[DATA FOR THE TASK Boundary: Start]
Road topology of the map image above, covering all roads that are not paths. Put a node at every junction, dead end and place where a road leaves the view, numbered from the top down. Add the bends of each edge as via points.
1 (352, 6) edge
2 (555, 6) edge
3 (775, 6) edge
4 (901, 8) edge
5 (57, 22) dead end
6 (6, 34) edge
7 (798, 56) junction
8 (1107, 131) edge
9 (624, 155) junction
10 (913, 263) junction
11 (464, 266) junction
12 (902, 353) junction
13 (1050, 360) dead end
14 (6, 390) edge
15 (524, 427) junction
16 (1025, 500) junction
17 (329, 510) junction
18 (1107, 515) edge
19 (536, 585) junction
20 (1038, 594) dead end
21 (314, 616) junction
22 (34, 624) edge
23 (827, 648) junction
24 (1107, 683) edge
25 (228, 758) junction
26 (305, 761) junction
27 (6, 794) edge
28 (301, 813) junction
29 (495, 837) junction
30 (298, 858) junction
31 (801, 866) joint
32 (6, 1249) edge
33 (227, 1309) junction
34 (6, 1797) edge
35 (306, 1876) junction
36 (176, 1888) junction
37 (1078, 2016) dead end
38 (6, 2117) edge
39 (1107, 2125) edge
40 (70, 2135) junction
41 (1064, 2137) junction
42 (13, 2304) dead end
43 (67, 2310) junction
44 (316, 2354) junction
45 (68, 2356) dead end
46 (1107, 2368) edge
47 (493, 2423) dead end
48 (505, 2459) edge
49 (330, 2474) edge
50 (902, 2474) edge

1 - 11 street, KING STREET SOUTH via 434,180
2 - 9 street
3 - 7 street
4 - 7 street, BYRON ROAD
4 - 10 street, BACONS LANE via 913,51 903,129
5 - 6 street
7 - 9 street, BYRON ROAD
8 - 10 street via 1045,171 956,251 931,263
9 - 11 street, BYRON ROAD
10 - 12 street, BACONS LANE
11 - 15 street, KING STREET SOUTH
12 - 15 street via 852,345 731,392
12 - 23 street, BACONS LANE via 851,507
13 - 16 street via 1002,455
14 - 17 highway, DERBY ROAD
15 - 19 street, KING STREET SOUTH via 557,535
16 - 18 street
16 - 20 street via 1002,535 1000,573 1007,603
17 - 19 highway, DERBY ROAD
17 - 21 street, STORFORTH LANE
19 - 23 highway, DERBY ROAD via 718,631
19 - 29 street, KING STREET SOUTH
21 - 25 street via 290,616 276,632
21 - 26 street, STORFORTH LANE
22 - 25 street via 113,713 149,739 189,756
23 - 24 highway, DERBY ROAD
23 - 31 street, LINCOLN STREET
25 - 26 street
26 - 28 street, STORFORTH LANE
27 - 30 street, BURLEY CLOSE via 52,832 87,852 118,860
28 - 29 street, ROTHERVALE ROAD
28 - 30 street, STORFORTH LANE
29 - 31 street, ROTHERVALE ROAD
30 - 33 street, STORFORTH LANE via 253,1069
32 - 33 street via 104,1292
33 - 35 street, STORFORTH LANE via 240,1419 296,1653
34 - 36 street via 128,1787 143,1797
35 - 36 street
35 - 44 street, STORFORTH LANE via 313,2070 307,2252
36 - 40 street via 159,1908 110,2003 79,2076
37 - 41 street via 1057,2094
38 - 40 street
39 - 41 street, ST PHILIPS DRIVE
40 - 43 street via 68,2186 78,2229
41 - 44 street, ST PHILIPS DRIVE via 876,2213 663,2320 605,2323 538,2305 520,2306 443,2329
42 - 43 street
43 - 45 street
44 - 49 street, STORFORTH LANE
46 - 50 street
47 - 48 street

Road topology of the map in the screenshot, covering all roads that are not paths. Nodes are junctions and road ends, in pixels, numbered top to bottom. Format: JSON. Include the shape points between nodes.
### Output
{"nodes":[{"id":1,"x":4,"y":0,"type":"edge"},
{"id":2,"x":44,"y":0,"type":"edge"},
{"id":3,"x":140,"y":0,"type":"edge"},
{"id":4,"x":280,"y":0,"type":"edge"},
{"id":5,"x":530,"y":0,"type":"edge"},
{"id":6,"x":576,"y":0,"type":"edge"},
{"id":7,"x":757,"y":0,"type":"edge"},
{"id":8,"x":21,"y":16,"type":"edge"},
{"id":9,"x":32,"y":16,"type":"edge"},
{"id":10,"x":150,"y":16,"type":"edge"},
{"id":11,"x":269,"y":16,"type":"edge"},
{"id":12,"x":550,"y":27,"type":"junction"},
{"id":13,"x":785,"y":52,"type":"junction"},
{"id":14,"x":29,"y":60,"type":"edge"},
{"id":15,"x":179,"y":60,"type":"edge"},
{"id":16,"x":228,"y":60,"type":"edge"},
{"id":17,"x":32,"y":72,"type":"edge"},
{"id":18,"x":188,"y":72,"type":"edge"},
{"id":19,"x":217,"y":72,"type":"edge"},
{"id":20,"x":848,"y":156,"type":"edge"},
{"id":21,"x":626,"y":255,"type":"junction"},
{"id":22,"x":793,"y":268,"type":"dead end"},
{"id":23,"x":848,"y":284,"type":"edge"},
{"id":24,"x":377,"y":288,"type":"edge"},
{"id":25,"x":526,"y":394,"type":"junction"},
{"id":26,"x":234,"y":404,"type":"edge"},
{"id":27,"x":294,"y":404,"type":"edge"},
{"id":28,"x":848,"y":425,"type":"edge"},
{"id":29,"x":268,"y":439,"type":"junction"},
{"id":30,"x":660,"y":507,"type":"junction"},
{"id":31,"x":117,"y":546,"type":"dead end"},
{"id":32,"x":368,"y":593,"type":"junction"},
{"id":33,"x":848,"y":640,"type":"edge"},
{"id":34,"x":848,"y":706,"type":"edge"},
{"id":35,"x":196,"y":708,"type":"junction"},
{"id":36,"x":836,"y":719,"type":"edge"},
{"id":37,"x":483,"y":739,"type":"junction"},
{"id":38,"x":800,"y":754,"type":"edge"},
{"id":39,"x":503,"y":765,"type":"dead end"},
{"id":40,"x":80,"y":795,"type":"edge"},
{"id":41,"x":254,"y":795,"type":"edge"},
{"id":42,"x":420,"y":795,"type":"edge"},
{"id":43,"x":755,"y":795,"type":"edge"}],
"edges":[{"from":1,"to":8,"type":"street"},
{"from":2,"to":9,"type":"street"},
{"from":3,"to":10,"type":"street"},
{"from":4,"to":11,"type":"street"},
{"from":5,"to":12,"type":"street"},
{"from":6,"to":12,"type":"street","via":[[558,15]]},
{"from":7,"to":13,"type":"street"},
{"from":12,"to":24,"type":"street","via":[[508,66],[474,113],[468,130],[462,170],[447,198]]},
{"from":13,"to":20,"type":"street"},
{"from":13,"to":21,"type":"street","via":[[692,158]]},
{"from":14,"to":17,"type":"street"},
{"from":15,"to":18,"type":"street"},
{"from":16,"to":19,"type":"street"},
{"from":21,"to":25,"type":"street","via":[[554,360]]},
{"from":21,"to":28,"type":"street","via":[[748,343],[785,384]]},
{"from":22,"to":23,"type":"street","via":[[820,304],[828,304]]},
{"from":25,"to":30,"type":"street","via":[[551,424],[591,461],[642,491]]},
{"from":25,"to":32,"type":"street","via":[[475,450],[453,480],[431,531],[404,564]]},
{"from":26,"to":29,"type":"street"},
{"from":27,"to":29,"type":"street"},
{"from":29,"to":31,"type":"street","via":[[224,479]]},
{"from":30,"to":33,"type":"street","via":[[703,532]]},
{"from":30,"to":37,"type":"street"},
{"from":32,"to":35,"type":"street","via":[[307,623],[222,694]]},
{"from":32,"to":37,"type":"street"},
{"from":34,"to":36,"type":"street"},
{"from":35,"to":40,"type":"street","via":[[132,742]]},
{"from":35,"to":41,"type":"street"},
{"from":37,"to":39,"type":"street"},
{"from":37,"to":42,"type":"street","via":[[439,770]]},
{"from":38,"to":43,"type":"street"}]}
[DATA FOR THE TASK Boundary: End]
ABOUT THIS EXERCISE: Scan the material above for lines holding the string "ROTHERVALE" and copy those lines.

RESPONSE FOR THIS EXERCISE:
28 - 29 street, ROTHERVALE ROAD
29 - 31 street, ROTHERVALE ROAD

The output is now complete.